The CD starts with Sometimes You’ve Got To Do Bad Things To Do Good, an autobiographical-sounding tale of the hard choices that have to be made when a loved pet gets hit by car or a family member needs an “intervention”. A couple of songs later, Hot Knuckle Blues is the often told story of a blue collar worker who gives his all to the company and then just gets pushed aside. It doesn’t lay the responsibility on The Man like many a folk song would do, but instead just accepts what life hands out–a more prevalent attitude in many of the areas where I grew up. A little further down the set list is Atlas, where the man who holds up the world is portrayed as just another working stiff with not much to show for it but a wrecked back.
Several of the songs on the record lean more to the country side of things versus blues and roots. Memory And the First Law Of Thermodynamics is a ballad dedicated to Patershuk’s sister, killed by a drunk driver, and is undoubtedly the first folk song to use physics to explain how a person’s soul continues to provide inspiration to loved ones, “all of you floats about in the blue, you’re just less orderly.” Blank Pages And Lost Wages is a honky tonk shuffle about trying to make a living as a songwriter instead of having a “real job”. The title song is a fine country waltz.
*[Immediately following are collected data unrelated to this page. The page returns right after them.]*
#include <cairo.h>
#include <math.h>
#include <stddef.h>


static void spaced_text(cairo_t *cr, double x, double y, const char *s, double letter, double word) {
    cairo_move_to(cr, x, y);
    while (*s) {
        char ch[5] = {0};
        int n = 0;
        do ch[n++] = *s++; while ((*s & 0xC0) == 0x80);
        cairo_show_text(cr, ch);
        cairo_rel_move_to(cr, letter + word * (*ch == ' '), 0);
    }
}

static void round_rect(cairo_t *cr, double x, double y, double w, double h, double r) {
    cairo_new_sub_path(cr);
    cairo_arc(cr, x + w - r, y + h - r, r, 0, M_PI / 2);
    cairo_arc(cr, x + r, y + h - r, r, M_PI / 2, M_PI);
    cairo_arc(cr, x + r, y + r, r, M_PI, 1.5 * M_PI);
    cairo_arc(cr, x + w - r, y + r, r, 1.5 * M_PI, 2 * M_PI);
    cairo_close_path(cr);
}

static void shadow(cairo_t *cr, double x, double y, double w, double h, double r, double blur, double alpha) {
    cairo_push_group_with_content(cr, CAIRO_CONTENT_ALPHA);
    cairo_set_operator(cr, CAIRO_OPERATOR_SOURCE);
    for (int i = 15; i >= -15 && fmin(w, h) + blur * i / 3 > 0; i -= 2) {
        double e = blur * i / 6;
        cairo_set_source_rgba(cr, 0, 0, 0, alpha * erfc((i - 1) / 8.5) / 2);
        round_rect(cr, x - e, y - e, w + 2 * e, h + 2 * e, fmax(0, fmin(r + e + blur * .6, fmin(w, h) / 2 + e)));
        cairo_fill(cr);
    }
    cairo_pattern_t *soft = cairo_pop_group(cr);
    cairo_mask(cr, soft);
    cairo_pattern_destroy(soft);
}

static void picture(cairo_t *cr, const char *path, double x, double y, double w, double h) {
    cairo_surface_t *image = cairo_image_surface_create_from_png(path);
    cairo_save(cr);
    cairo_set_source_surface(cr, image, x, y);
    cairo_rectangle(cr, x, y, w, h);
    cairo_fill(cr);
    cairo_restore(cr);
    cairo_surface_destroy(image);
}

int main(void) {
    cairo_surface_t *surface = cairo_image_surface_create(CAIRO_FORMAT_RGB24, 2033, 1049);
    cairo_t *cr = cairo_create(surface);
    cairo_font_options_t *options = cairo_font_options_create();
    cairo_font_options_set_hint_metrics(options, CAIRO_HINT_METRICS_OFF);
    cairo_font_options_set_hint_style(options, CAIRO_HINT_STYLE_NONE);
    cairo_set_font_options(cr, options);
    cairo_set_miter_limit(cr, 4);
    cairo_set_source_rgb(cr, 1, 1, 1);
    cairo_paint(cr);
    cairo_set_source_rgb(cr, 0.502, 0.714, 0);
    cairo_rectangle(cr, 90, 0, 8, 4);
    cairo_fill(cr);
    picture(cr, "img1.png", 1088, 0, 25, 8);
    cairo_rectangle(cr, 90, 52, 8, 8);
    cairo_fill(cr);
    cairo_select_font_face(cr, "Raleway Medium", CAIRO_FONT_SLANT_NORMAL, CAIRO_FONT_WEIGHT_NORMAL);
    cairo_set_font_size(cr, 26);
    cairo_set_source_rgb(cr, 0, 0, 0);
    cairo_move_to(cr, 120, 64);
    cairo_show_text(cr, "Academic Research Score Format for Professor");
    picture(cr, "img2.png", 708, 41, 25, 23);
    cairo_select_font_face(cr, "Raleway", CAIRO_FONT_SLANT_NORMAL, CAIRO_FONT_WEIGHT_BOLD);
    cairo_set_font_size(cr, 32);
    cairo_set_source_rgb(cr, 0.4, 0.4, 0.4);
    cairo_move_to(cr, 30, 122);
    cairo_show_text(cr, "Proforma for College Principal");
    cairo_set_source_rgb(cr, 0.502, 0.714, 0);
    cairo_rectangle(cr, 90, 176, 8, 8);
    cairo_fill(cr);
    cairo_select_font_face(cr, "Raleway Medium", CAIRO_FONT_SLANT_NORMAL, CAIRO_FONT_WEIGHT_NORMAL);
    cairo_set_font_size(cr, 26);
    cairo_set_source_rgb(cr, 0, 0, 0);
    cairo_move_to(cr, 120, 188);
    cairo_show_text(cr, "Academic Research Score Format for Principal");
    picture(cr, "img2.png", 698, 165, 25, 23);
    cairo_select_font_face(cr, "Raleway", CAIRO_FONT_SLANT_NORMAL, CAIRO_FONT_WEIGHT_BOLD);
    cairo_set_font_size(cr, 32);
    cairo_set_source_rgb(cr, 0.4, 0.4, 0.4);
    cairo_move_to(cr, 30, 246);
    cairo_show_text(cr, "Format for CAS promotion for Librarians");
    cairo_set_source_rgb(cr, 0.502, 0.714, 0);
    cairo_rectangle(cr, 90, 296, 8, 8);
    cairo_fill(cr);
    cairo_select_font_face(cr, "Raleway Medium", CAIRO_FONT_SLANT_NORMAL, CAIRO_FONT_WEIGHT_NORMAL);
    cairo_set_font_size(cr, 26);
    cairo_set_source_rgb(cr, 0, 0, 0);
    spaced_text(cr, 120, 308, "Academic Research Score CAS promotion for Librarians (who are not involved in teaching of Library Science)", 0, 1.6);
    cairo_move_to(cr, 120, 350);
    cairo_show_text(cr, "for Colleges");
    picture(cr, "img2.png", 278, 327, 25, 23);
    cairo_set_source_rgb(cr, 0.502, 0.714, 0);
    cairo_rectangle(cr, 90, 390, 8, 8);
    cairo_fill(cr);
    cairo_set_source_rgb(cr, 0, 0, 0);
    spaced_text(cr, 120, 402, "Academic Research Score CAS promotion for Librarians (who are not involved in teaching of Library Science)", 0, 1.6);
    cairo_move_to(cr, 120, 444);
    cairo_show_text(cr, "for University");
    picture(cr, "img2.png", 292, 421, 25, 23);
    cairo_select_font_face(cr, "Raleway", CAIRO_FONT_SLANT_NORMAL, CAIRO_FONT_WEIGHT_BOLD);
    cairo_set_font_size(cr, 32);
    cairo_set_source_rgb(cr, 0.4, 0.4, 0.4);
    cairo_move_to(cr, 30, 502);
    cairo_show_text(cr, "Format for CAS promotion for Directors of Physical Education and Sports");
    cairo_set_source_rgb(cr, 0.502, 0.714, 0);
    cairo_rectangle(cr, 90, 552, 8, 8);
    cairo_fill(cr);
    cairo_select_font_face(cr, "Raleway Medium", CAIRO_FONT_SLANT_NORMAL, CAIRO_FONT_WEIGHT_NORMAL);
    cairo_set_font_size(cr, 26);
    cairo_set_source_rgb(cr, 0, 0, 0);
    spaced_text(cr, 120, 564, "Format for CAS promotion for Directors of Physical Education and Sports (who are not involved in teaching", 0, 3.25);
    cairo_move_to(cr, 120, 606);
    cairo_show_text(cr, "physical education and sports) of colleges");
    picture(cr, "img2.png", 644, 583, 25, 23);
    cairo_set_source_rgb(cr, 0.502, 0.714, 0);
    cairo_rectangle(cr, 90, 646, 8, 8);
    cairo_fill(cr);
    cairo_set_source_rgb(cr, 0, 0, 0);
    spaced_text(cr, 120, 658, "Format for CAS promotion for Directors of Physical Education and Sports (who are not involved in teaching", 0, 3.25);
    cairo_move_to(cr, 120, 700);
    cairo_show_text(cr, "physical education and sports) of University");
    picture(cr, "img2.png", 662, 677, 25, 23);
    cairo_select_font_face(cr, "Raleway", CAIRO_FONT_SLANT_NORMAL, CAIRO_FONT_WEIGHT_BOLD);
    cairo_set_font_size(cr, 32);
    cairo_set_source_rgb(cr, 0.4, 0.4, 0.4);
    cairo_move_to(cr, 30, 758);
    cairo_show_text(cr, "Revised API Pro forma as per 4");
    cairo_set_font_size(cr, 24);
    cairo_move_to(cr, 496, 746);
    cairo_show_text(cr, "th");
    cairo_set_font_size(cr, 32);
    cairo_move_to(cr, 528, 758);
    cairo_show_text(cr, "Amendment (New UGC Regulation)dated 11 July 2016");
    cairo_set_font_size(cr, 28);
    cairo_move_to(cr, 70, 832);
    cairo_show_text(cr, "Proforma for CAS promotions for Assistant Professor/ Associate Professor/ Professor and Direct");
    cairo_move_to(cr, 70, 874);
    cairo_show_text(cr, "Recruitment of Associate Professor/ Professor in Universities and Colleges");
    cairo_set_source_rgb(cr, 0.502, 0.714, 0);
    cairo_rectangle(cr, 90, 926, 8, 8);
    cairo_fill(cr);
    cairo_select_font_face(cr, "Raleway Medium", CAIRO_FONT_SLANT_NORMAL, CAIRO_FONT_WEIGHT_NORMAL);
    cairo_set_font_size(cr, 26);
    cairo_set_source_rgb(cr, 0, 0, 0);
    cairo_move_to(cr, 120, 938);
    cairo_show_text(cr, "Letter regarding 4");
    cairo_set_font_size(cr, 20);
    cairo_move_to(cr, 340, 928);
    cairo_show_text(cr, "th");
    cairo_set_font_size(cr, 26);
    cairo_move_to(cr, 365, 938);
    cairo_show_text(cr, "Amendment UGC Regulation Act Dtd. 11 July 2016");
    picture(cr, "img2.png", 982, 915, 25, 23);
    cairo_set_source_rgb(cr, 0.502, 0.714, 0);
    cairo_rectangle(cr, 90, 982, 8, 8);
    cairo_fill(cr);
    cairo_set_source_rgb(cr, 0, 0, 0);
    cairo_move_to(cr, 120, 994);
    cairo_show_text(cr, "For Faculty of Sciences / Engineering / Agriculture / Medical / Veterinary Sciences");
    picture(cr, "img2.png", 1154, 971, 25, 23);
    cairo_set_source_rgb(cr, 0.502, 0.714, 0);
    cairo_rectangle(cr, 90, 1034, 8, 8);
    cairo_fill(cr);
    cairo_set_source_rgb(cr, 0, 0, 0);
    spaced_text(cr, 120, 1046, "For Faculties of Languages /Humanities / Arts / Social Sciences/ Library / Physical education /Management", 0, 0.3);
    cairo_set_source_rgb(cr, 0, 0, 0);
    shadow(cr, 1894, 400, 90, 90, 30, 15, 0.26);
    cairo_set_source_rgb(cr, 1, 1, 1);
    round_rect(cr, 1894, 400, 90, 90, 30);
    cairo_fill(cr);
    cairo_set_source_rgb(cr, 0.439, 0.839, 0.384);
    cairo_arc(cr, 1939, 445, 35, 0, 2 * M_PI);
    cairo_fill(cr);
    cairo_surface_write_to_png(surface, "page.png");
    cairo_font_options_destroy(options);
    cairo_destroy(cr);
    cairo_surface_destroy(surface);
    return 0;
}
The sub-title of Same As I Ever Have Been is Songs For Regretful Brutes and Sentimental Drunkards. That hints that all the raw emotion coming out of the songs could have turned this into a maudlin album. Instead, producer/guitarist Steve Dawson keeps your attention with tasty licks and guest vocalist Ana Egge’s angelic sound perfectly complements Patershuk’s gravelly delivery. The net result is one of the most fully rounded albums I’ve heard this year.